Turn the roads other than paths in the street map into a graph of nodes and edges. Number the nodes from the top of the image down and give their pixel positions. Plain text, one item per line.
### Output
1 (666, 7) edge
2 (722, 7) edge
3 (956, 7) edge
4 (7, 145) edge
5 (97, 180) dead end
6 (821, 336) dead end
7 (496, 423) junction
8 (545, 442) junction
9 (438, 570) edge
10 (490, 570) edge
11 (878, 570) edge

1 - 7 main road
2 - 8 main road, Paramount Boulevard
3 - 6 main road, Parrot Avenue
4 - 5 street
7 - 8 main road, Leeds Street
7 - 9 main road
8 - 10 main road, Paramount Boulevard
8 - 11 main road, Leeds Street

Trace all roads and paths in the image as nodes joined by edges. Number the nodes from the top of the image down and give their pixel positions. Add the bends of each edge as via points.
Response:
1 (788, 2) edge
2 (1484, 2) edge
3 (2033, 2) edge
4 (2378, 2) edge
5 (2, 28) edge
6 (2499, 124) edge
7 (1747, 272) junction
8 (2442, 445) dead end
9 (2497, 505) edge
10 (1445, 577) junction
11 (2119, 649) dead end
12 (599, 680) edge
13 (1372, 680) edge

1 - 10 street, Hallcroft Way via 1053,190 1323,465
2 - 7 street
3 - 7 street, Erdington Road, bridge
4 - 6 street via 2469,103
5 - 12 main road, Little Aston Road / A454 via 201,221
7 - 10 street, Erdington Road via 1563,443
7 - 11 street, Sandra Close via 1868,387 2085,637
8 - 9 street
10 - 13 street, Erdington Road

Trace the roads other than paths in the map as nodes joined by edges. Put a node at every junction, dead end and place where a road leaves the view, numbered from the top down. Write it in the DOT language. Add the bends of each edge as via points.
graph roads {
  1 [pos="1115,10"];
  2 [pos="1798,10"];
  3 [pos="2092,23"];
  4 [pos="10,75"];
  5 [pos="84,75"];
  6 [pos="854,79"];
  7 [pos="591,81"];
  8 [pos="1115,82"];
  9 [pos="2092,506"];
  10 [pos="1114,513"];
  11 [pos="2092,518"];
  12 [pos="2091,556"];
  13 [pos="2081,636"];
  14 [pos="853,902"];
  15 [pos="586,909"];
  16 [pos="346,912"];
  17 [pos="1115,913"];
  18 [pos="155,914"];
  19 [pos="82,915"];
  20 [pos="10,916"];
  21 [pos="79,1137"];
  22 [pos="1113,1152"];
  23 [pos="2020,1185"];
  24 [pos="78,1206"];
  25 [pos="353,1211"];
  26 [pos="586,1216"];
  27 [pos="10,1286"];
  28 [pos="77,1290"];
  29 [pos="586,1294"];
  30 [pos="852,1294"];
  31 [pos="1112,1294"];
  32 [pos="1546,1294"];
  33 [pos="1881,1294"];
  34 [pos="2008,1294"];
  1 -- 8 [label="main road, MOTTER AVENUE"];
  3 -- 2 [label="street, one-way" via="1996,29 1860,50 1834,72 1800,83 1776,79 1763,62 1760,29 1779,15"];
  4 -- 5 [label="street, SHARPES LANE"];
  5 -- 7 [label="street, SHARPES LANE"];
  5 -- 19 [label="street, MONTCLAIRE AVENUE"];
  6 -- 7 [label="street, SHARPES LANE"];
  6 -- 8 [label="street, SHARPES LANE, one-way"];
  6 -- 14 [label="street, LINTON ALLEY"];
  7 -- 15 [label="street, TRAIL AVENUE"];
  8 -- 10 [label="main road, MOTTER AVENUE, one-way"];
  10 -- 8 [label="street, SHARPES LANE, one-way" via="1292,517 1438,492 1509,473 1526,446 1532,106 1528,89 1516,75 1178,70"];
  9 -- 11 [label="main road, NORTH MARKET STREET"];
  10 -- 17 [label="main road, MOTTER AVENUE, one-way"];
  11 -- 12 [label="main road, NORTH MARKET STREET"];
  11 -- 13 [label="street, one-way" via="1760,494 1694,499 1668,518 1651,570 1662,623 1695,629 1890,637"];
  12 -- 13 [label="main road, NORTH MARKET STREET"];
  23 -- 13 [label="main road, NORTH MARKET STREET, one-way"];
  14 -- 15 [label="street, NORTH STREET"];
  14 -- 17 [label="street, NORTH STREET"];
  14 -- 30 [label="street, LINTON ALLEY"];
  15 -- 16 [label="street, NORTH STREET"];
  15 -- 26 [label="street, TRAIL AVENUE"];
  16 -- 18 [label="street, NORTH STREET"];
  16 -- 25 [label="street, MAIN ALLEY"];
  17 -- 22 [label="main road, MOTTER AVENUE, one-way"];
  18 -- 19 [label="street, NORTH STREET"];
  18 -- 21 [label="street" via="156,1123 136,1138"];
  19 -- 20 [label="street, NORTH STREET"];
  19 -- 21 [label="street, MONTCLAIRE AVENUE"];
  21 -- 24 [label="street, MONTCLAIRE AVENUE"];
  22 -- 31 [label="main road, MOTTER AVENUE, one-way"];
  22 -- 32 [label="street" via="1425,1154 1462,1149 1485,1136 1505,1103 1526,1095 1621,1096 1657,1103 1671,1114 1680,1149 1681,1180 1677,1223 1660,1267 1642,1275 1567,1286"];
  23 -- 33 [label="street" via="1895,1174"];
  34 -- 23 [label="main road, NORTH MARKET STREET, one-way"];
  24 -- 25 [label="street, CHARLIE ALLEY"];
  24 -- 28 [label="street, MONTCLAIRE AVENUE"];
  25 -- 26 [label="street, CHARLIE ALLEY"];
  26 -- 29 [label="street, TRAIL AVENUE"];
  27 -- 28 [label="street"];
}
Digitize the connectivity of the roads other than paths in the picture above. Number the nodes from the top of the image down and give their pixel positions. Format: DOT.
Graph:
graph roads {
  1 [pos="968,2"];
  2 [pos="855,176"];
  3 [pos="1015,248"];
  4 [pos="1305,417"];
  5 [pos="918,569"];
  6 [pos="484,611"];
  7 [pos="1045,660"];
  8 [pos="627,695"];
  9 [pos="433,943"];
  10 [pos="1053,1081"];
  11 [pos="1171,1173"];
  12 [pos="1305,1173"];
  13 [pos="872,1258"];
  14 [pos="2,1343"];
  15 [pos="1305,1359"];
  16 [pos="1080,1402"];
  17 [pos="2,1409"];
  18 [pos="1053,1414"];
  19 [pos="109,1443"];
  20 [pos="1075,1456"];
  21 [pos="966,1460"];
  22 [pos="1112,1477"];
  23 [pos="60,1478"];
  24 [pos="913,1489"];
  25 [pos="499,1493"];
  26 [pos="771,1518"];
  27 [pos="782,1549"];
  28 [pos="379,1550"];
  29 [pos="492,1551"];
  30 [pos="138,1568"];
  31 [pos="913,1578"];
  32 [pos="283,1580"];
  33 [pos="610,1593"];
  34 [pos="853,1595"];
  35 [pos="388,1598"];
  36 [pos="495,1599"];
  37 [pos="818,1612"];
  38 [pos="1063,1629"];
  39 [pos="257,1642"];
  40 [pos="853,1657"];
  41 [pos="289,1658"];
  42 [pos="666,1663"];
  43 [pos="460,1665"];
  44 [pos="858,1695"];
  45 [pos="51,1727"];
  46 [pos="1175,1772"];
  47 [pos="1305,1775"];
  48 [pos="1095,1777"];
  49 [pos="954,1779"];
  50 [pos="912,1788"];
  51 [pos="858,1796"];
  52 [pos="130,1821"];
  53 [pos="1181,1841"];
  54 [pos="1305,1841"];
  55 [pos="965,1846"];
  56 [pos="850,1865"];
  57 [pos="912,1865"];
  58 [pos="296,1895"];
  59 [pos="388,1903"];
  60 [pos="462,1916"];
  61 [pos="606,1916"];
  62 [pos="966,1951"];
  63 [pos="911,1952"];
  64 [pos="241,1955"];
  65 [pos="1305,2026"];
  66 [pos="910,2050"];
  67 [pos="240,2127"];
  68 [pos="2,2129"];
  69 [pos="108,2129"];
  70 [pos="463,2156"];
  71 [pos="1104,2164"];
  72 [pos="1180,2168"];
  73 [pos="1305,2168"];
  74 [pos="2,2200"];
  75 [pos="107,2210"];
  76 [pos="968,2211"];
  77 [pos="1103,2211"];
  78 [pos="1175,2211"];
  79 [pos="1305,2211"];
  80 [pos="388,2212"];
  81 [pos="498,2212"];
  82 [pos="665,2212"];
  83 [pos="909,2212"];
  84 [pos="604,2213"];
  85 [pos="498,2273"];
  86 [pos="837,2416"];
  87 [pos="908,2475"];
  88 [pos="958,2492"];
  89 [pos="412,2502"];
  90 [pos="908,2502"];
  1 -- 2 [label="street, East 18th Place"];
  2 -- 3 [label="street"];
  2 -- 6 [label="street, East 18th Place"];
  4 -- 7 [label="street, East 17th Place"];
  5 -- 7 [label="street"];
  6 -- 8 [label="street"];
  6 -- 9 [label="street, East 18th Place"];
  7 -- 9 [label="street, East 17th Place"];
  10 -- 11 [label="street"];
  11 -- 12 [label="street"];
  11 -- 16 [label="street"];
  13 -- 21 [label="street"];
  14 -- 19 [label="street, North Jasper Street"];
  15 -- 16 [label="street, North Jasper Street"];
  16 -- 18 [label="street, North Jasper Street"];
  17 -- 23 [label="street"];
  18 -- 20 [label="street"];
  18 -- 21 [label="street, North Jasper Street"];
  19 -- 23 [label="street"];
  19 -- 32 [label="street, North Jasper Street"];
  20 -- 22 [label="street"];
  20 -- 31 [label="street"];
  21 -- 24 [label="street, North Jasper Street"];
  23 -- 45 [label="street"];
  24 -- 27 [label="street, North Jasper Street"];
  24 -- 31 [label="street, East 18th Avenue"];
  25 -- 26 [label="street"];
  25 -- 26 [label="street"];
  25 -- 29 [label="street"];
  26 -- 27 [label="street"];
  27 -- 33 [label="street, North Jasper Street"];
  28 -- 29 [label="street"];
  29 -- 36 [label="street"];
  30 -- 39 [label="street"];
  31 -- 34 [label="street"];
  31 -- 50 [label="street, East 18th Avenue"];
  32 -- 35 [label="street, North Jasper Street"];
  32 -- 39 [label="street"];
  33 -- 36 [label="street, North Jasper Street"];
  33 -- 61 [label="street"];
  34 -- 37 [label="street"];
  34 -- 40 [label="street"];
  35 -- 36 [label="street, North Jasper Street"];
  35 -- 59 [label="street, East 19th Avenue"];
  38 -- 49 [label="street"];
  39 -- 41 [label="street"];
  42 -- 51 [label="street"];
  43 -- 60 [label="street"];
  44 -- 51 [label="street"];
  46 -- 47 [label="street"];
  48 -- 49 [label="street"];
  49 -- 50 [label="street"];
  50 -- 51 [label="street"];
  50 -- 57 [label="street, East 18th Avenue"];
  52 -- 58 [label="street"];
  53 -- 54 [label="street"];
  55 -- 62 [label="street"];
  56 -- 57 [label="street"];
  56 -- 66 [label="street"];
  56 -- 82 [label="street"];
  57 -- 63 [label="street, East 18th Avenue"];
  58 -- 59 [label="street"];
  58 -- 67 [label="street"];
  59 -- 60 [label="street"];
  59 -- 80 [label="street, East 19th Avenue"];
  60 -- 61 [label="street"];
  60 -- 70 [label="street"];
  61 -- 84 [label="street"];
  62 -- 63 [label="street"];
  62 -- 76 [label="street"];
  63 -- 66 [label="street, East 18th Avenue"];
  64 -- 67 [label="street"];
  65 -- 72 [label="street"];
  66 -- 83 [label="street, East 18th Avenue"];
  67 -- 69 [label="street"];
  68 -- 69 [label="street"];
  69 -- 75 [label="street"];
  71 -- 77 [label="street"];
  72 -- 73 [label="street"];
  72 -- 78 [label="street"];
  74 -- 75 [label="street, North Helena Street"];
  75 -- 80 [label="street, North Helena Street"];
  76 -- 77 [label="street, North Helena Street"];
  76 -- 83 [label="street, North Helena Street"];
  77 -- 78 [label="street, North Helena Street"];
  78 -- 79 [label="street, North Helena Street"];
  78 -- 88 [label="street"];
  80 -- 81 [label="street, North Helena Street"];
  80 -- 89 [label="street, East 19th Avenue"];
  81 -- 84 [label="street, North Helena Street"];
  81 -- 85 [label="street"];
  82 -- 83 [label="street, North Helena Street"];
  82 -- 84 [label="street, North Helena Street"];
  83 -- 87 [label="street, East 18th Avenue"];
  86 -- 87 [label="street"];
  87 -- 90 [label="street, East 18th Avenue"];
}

◆ ◆ ◆ ◆ ◆ ◆ ◆

* _Assigned task_
The string "CHARLIE" appears in how many lines above? Answer with the number only.

* _Exercise answer_
2